** Opening Material provided block **

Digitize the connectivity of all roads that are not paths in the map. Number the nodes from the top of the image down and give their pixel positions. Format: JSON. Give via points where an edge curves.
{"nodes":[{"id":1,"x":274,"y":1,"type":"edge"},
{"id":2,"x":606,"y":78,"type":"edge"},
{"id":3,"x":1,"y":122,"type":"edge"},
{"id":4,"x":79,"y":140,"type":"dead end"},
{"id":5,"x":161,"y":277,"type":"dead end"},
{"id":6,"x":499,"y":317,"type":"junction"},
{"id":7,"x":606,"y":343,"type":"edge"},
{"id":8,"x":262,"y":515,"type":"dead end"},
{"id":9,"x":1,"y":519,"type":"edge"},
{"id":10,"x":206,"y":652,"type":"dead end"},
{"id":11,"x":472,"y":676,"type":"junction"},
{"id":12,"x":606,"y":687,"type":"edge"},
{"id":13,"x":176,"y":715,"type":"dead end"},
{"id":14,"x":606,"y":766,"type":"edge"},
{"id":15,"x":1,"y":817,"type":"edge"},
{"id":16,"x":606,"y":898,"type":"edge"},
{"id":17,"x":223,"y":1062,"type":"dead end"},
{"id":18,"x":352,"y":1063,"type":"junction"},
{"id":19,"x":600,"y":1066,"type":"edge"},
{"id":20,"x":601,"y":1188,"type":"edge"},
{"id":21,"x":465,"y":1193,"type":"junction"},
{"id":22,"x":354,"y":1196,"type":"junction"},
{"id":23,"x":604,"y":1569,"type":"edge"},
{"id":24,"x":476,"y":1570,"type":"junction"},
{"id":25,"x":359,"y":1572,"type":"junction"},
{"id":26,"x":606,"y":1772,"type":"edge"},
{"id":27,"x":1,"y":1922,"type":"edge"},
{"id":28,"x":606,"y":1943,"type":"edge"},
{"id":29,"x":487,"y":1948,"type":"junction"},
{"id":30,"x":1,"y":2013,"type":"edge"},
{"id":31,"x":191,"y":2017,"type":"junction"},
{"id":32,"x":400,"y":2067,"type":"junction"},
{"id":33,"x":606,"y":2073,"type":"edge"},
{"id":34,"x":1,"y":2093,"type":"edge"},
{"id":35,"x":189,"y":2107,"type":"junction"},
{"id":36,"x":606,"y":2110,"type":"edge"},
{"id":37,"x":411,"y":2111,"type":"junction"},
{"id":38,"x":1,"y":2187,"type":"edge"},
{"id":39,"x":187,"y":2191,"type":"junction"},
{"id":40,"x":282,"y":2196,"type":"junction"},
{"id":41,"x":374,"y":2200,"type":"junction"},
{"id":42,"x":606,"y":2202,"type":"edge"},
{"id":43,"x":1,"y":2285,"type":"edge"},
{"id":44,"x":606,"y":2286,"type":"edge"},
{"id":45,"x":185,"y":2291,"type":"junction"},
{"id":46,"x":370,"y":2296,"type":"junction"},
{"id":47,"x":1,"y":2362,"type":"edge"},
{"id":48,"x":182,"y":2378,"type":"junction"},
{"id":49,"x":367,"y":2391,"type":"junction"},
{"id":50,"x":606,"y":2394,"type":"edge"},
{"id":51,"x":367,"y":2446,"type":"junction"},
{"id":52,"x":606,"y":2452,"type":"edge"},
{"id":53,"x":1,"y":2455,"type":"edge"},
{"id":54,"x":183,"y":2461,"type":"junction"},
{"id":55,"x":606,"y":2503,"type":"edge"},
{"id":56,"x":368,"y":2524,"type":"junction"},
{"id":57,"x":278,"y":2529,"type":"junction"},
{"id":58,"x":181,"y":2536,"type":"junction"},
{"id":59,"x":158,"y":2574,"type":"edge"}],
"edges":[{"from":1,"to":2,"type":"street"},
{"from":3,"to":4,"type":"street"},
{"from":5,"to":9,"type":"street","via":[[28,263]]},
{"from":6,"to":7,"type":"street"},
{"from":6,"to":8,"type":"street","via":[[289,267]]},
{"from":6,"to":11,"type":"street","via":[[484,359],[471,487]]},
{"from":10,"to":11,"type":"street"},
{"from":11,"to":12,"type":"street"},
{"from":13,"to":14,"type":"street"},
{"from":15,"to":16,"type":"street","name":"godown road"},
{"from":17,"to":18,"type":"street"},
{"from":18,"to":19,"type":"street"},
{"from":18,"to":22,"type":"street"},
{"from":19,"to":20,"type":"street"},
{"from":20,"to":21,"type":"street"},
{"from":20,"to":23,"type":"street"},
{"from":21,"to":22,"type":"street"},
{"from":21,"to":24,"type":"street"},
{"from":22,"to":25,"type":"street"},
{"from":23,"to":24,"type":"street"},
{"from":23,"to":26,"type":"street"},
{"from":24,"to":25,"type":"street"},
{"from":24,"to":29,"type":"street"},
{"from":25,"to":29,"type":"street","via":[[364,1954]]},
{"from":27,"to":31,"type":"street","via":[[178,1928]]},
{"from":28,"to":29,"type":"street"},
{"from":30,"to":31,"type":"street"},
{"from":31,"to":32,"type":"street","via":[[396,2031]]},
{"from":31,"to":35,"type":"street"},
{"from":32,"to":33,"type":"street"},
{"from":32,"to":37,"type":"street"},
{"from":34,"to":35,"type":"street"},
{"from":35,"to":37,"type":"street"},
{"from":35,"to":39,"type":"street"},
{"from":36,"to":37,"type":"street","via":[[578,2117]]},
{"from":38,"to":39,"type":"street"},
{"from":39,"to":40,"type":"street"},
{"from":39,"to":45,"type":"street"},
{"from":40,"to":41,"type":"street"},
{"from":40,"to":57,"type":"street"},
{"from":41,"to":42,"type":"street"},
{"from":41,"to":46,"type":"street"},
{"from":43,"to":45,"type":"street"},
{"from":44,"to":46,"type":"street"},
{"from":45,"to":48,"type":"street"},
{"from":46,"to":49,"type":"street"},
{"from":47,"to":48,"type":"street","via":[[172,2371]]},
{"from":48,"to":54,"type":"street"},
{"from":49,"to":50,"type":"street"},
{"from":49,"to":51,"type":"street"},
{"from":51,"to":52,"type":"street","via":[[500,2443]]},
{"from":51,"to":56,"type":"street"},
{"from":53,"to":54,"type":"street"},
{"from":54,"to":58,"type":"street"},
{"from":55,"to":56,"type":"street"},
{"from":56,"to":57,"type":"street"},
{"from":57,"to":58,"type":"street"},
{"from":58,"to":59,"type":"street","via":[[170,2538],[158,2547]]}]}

** Closing Material provided block **

_Your instructions_. Work out how many lines of the entries contain the word "nodes", and answer with that number alone.

_Exercise solution_. 2